Have we artificially created the heat crisis?
When I was young, we didn't have air conditioning. So when the power went out, it wasn't about being hot. We were always hot in the muggy summers and the temperatures often exceeded 100 degrees.
What we did experience was boredom. No electricity meant no TV. No fans. No lights at night. No alarm clocks to wake us up when it was Sunday and we had to go to work on Mondays. We didn't use electric shavers, so dad could still get ready for work.
We didn't have all the computers and technology that requires electricity. We sat around with candles, talked. Walked outside and chatted with our neighbors. In Chicago, homes were closer together so there were more families on one block and we would socialize. The suburbs spread us out more but even then, we would come out and say hello. even though we didn't have a stoop to cluster around.

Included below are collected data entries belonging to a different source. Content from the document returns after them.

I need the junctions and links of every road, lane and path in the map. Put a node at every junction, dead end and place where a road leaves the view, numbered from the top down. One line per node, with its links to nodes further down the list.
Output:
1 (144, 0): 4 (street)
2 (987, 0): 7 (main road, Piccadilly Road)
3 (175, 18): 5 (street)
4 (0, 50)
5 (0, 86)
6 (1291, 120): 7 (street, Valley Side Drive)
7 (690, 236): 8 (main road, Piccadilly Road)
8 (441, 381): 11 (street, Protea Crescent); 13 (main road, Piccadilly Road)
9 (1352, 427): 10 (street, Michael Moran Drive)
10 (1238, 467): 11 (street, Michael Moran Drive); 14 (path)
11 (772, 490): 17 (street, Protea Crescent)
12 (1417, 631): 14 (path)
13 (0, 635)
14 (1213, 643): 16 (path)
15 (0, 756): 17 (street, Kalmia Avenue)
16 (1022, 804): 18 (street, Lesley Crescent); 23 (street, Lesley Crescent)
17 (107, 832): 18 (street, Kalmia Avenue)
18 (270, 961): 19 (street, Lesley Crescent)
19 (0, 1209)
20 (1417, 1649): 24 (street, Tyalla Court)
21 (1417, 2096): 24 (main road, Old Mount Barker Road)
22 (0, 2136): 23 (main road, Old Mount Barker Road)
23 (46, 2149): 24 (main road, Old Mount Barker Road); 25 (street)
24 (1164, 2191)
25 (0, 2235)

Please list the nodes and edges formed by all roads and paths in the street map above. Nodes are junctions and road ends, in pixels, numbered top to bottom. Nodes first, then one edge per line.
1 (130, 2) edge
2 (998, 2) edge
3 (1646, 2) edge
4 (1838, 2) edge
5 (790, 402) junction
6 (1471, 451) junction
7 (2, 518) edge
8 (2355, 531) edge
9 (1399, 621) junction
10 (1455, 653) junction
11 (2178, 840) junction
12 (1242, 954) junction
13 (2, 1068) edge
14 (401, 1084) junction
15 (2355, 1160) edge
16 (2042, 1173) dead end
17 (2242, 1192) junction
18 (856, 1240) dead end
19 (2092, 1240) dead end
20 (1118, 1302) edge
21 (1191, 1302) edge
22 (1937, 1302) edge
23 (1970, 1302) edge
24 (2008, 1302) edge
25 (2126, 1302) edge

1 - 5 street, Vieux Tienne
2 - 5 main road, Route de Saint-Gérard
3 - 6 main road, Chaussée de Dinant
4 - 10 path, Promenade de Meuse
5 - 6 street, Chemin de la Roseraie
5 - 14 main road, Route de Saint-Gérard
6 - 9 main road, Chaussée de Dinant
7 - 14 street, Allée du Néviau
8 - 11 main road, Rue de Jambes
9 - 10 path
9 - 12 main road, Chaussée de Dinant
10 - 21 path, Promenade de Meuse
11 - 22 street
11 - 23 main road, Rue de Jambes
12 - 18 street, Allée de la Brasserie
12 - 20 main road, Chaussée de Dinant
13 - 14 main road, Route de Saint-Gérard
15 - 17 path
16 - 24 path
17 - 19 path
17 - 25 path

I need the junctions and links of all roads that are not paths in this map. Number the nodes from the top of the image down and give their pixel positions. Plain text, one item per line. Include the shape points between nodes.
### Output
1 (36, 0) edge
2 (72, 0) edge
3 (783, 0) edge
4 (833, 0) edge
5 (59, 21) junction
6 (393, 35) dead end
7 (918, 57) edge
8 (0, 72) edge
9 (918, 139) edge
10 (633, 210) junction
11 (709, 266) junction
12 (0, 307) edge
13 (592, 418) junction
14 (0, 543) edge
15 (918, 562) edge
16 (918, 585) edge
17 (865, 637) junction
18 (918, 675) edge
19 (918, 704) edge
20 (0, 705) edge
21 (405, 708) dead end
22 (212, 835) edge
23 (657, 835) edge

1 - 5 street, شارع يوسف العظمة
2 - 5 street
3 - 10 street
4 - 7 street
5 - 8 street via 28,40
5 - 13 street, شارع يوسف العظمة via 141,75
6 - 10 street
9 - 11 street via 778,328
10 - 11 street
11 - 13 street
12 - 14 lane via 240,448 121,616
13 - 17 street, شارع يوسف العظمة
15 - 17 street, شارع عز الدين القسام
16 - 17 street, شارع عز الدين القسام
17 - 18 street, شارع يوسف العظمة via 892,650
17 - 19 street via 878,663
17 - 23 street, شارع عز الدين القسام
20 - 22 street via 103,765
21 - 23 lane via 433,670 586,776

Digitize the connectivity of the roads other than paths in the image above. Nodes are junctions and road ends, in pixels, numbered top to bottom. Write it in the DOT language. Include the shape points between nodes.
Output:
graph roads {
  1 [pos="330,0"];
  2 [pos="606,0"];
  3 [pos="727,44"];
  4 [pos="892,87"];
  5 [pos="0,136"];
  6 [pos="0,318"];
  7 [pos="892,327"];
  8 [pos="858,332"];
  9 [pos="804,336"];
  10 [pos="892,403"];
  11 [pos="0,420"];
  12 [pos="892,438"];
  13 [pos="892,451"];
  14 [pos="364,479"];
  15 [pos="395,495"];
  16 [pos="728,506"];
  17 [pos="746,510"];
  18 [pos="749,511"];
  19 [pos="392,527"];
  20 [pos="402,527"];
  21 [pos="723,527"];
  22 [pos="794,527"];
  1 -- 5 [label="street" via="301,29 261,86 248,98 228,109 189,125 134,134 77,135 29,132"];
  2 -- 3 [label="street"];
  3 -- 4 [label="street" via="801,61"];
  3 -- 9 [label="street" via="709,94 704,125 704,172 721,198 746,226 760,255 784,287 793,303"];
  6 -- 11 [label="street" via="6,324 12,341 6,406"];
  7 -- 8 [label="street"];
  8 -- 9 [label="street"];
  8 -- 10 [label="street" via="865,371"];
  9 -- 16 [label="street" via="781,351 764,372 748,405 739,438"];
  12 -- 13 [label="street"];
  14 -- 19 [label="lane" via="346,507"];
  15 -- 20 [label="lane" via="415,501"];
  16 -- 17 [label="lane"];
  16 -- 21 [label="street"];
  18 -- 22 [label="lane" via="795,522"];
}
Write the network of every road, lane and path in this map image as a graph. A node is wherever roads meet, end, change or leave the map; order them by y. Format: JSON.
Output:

Nowadays, things are different. And I wonder, have we been spoiled by all that we have and take for granted?
Central Air conditioning is like a mandate in homes. In the old days as a child and even a teenager and young adult, we didn't have central air. We had fans. Small fans and tall fans that we put in the hallways, or entrances to our rooms. We circulated the air. We didn't open the iceboxes -- well, refrigerators -- I still call them ice boxes. We had one when I was very young, a box with a large ice block in it delivered every two days or so to chill the meat and the milk.
We didn't have bottled pop in the house. We went out to buy it. And We didn't have bottled water, either. We did drink water from the tap.
If the electricity went out during the day, we turned on the sprinklers and played on the front lawns to cool off. We had small rubber pools with metal rims that formed Square pools.
And then one day, it just happened. We had little window air conditioners. They cost a lot, about $400. Back in the 1970s, $400 was a lot of money. Maybe the equivalent of $2,000 today. Just to buy one window sized air conditioner that dripped water, usually outside of the house, and hung in your window with the sill pulled down to hold it in place. It drained a lot of electricity, too. We had one room with the air conditioner. Usually mom and dad's room. Then, we bought a second one. And we tried to concentrate the cold, chilled air into one or two rooms.
There were no big news reports about power outages. It just wasn't news. Maybe a big snow storm was, like in 1967 when we had all that snow and the City of Chicago was buried in a foot and a half o white, cold powdered snow. But Walter Cronkite didn't waste time telling us that we couldn't survive the power outages. He told us about the Cold War, though. And Sputnik and the Commies and the threat of war from Khruschev.
That made us more uncomfortable than the muggy, humid air.
Today, when there is a power outage, it's the main story. The media finds someone who can barely make it and now they report on the people who died. They reported abut people who died from the heat in the past but it wasn't as dramatic.
The advent of air conditioning changed everything. But it just came in with all the other technology that changed everything, too. The cold air felt so great when the temperatures hit 100. Unbelievable. And when the electricity went out, we started to really feel the hot, humid, muggy air. It became very uncomfortable once we experienced air conditioning. Having air conditioning made losing the electricity that much more dramatic. It made it worse. The more we moved into more comfortable lives, the harder it was to experience discomfort.
Air conditioning helped the world change. And power outages have never been the same since.